Hacker News new | past | comments | ask | show | jobs | submit login
Heroku is down (heroku.com)
117 points by jackmoore on June 7, 2012 | hide | past | favorite | 98 comments



When will heroku have a multizone offering?

I know most sites hosted on heroku are pet projects with no real need that type of uptime, but this type of downtime makes it impossible to use them as enterprise customers.


Agreed. We are finally scaling from "small scale production" to having actual customers we want to take care of. Worse, we began a huge marketing push this week and had been seeing promising results. Now we'll probably miss a boatload of potential customers.

Heroku had been a joy to work with until now. I ask of you all (as most of you are far more experienced in these matters than I), what is the traditional practice to mitigate this sort of risk? Paying for hosting with two separate companies?

EDIT: I understand the benefits of cloud hosting over hiring a sysadmin. At the same time, I'm interested to learn about what possible solutions there are. I'm at the point where I don't know what I don't know, and even the name of a topic or technology would be a huge help.


Heroku is really good. You will probably have more downtime than them unless you hire a whole team of operations and admins and pay a lot of money for hosting. It may also take a while to build out the deployment and development tools they have.


Honestly, that's pious bullshit. It's the thing people keep saying every time Heroku gets mentioned is that it'd do better than you would yourself for availability, but you'd have to be borderline incompetent to have as much downtime with a more traditional VPS / hardware hosting to match the combined Heroku / AWS downtime.
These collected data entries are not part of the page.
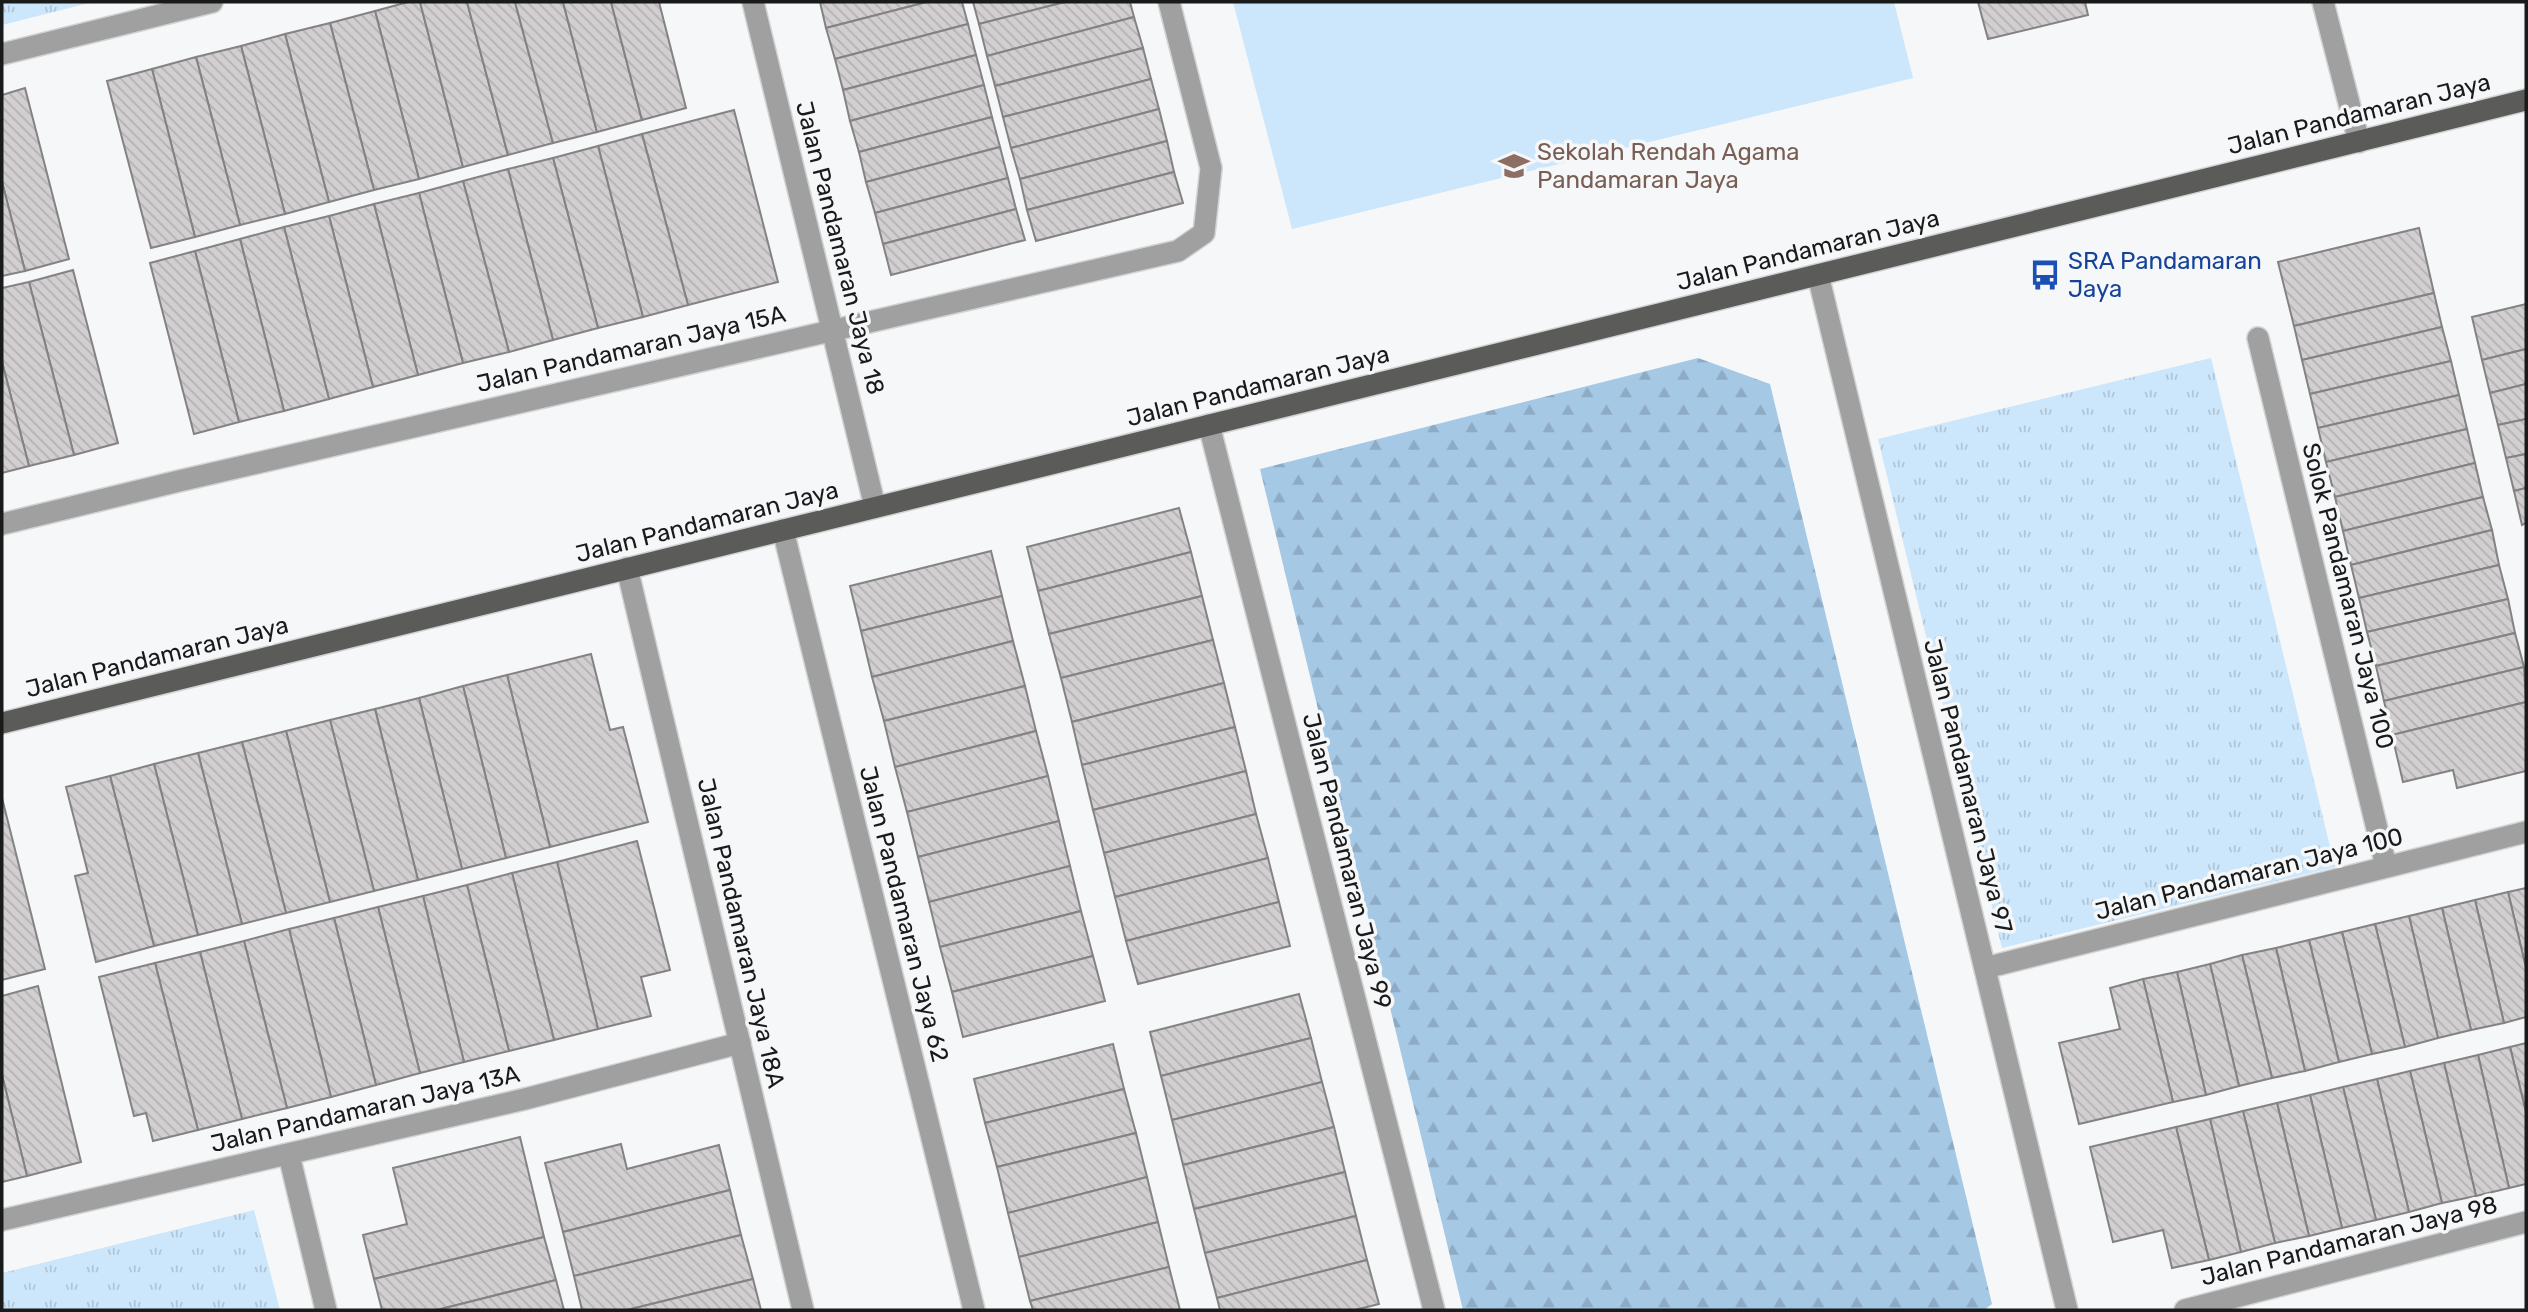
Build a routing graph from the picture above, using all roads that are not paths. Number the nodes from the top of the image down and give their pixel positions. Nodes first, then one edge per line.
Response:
1 (212, 2) edge
2 (753, 2) edge
3 (1168, 2) edge
4 (2323, 2) edge
5 (2, 54) edge
6 (2526, 100) edge
7 (2359, 142) junction
8 (1818, 275) junction
9 (832, 330) junction
10 (2258, 338) dead end
11 (1209, 425) junction
12 (875, 507) junction
13 (2, 524) edge
14 (783, 530) junction
15 (627, 568) junction
16 (2, 723) edge
17 (2526, 832) edge
18 (2386, 866) junction
19 (1985, 968) junction
20 (740, 1043) junction
21 (289, 1155) junction
22 (2, 1220) edge
23 (2526, 1223) edge
24 (326, 1310) edge
25 (803, 1310) edge
26 (974, 1310) edge
27 (1434, 1310) edge
28 (2067, 1310) edge
29 (2185, 1310) edge

1 - 5 street
2 - 9 street, Jalan Pandamaran Jaya 18
3 - 9 street, Jalan Pandamaran Jaya 15A
4 - 7 street
6 - 7 main road, Jalan Pandamaran Jaya
7 - 8 main road, Jalan Pandamaran Jaya
8 - 11 main road, Jalan Pandamaran Jaya
8 - 19 street, Jalan Pandamaran Jaya 97
9 - 12 street, Jalan Pandamaran Jaya 18
9 - 13 street, Jalan Pandamaran Jaya 15A
10 - 18 street, Solok Pandamaran Jaya 100
11 - 12 main road, Jalan Pandamaran Jaya
11 - 27 street, Jalan Pandamaran Jaya 99
12 - 14 main road, Jalan Pandamaran Jaya
14 - 15 main road, Jalan Pandamaran Jaya
14 - 26 street, Jalan Pandamaran Jaya 62
15 - 16 main road, Jalan Pandamaran Jaya
15 - 20 street, Jalan Pandamaran Jaya 18A
17 - 18 street, Jalan Pandamaran Jaya 100
18 - 19 street, Jalan Pandamaran Jaya 100
19 - 28 street, Jalan Pandamaran Jaya 97
20 - 21 street, Jalan Pandamaran Jaya 13A
20 - 25 street, Jalan Pandamaran Jaya 18A
21 - 22 street, Jalan Pandamaran Jaya 13A
21 - 24 street
23 - 29 street, Jalan Pandamaran Jaya 98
We moved all but one of our Rails apps off of Heroku precisely because of the frequent downtime -- or, rather, that was the last straw; there were other issues, notably the difficulty in debugging production issues, that had us already debating such. Heroku has gotten somewhat better, but it's still down far more than anything else that we use. (And we have services spread across Linode, Rackspace, AWS and the mentioned one app on Heroku.)

You'll have better uptime in most cases with a standard nginx / passenger setup on a $20 VPS than you will with Heroku.
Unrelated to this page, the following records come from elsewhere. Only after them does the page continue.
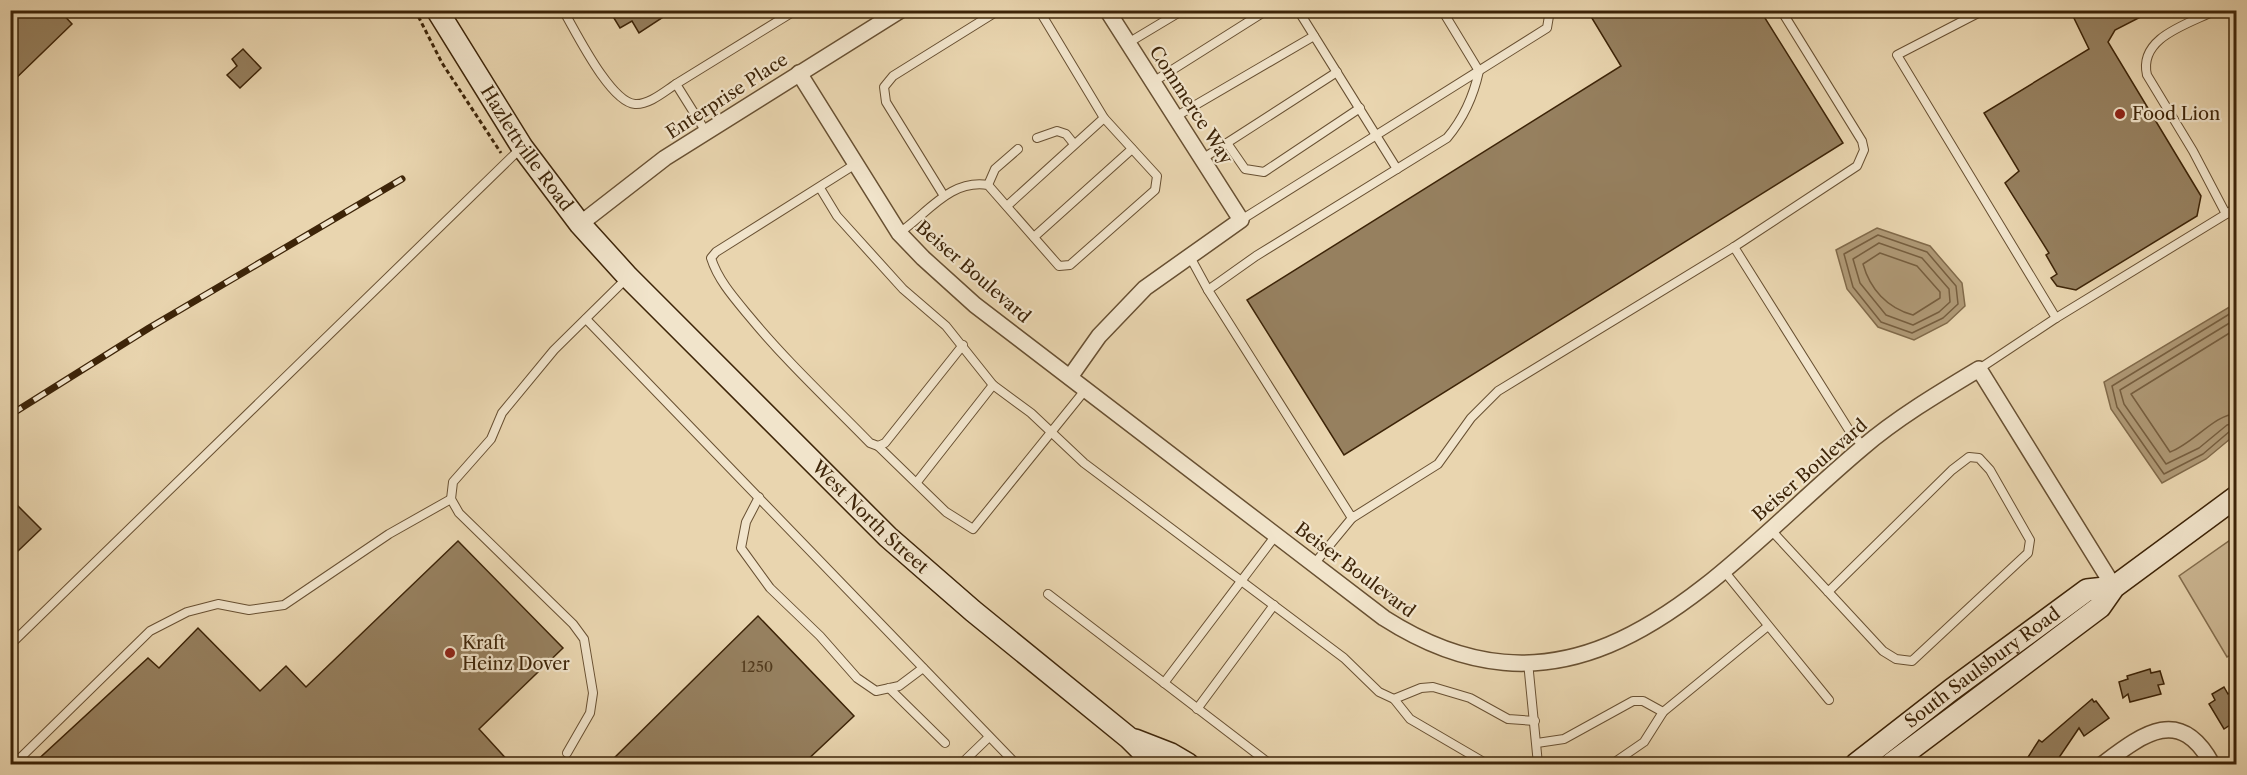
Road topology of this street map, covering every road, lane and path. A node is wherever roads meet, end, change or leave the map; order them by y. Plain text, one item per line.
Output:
1 (437, 10) edge
2 (563, 10) edge
3 (796, 10) edge
4 (901, 10) edge
5 (999, 10) edge
6 (1039, 10) edge
7 (1107, 10) edge
8 (1183, 10) edge
9 (1267, 10) edge
10 (1298, 10) edge
11 (1443, 10) edge
12 (1545, 10) edge
13 (1781, 10) edge
14 (1984, 10) edge
15 (2216, 10) edge
16 (1314, 36) junction
17 (1128, 43) junction
18 (1479, 71) junction
19 (1337, 72) junction
20 (799, 73) junction
21 (1153, 82) junction
22 (676, 84) junction
23 (1360, 108) junction
24 (1175, 117) junction
25 (1104, 118) junction
26 (706, 132) junction
27 (1377, 135) junction
28 (1037, 138) dead end
29 (1227, 143) junction
30 (1074, 144) junction
31 (522, 147) junction
32 (1017, 149) dead end
33 (1132, 149) junction
34 (1202, 159) junction
35 (854, 165) junction
36 (1397, 169) junction
37 (988, 185) junction
38 (820, 188) junction
39 (944, 196) junction
40 (1007, 206) junction
41 (2236, 208) edge
42 (2226, 214) junction
43 (1241, 220) junction
44 (580, 224) junction
45 (899, 233) junction
46 (1034, 237) junction
47 (1734, 247) junction
48 (1189, 255) junction
49 (628, 277) junction
50 (1209, 290) junction
51 (2056, 318) junction
52 (586, 319) junction
53 (963, 345) junction
54 (1979, 369) junction
55 (1070, 377) junction
56 (993, 385) junction
57 (1086, 389) junction
58 (1052, 434) junction
59 (878, 446) junction
60 (1863, 446) junction
61 (916, 482) junction
62 (759, 497) junction
63 (2236, 497) edge
64 (451, 499) junction
65 (1352, 518) junction
66 (1771, 530) junction
67 (1276, 535) junction
68 (1314, 564) junction
69 (1724, 571) junction
70 (1241, 580) junction
71 (2114, 586) junction
72 (1828, 592) junction
73 (1048, 594) dead end
74 (1274, 605) junction
75 (1768, 626) junction
76 (10, 645) edge
77 (1528, 663) junction
78 (923, 668) junction
79 (1164, 684) junction
80 (889, 688) junction
81 (1394, 699) junction
82 (1829, 700) dead end
83 (1197, 709) junction
84 (1663, 712) junction
85 (1535, 722) junction
86 (989, 737) junction
87 (1129, 738) junction
88 (945, 743) dead end
89 (1537, 743) junction
90 (567, 753) dead end
91 (14, 765) edge
92 (961, 765) edge
93 (1017, 765) edge
94 (1155, 765) edge
95 (1188, 765) edge
96 (1270, 765) edge
97 (1487, 765) edge
98 (1538, 765) edge
99 (1612, 765) edge
100 (1856, 765) edge
101 (1891, 765) edge
102 (2103, 765) edge
103 (2212, 765) edge

1 - 31 main road, Hazlettville Road
2 - 22 lane
3 - 22 lane
4 - 20 street, Enterprise Place
5 - 39 lane
6 - 25 lane
7 - 17 street, Commerce Way
8 - 17 lane
9 - 21 lane
10 - 16 lane
11 - 18 lane
12 - 18 lane
13 - 47 lane
14 - 51 lane
15 - 42 lane
16 - 19 lane
16 - 24 lane
17 - 21 street, Commerce Way
18 - 27 lane
18 - 36 lane
19 - 23 lane
19 - 29 lane
20 - 26 street, Enterprise Place
20 - 35 street, Beiser Boulevard
21 - 24 street, Commerce Way
22 - 26 lane
23 - 27 lane
23 - 29 lane
24 - 34 street, Commerce Way
25 - 30 lane
25 - 33 lane
26 - 44 street, Enterprise Place
27 - 36 lane
27 - 43 lane
28 - 30 lane
29 - 34 lane
30 - 40 lane
31 - 44 main road, Hazlettville Road
31 - 76 lane
32 - 37 lane
33 - 46 lane
33 - 46 lane
34 - 43 street, Commerce Way
35 - 38 lane
35 - 45 street, Beiser Boulevard
36 - 50 lane
37 - 39 lane
37 - 40 lane
38 - 53 lane
38 - 59 lane
39 - 45 lane
40 - 46 lane
41 - 42 lane
42 - 51 lane
43 - 48 street
44 - 49 main road, Hazlettville Road
45 - 55 street, Beiser Boulevard
47 - 60 lane
47 - 65 lane
48 - 50 lane
48 - 55 street
49 - 52 lane
49 - 87 main road, West North Street
50 - 65 lane
51 - 54 lane
52 - 62 lane
52 - 64 lane
53 - 56 lane
53 - 59 lane
54 - 60 street, Beiser Boulevard
54 - 71 street
55 - 57 street, Beiser Boulevard
56 - 58 lane
56 - 61 lane
57 - 58 lane
57 - 67 street, Beiser Boulevard
58 - 61 lane
58 - 70 lane
59 - 61 lane
60 - 66 street, Beiser Boulevard
62 - 78 lane
62 - 80 lane
63 - 71 main road, South Saulsbury Road
64 - 90 lane
64 - 91 lane
65 - 68 lane
66 - 69 street, Beiser Boulevard
66 - 72 lane
67 - 68 street, Beiser Boulevard
67 - 70 lane
68 - 77 street, Beiser Boulevard
69 - 75 lane
69 - 77 street, Beiser Boulevard
70 - 74 lane
70 - 79 lane
71 - 100 main road, South Saulsbury Road
71 - 101 main road, South Saulsbury Road
72 - 72 lane
73 - 79 lane
74 - 81 lane
74 - 83 lane
75 - 82 lane
75 - 84 lane
77 - 85 lane
78 - 80 lane
78 - 86 lane
79 - 83 lane
80 - 88 lane
81 - 85 lane
81 - 97 lane
83 - 96 lane
84 - 89 lane
84 - 99 lane
85 - 89 lane
86 - 92 lane
86 - 93 lane
87 - 94 main road, West North Street
87 - 95 main road, West North Street
89 - 98 lane
102 - 103 street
They are at 99.97% uptime. It's not that easy to get to even 99.5%, just the flakiness of a standard uplink will put you below that.


Huh? The flakiness of a standard uplink will have you down for 44 hours a year? On what planet? With our non-AWS hosting providers we tend to see 2-4 hours of network issues per year. Heroku's uptime also hasn't historically been anywhere near 99.97%. They were down for several days last year in The Great AWS Failure.


This is in the context of hosting it yourself, not using a different large-scale business provider.


I don't think anyone ever considers hosting it on a desktop in the closet on DSL at home/office.

The competition for something like Heroku is EC2, VPS, or dedicated servers, in commercial colocation facilities. A good hosting facility is going to be a lot closer to 99.995% uptime for network and power to the box, but you can of course screw up past that point on your own.


It's not that easy to get to even 99.5%

99.9% is very doable. If your sites have less then you should consider hiring better staff.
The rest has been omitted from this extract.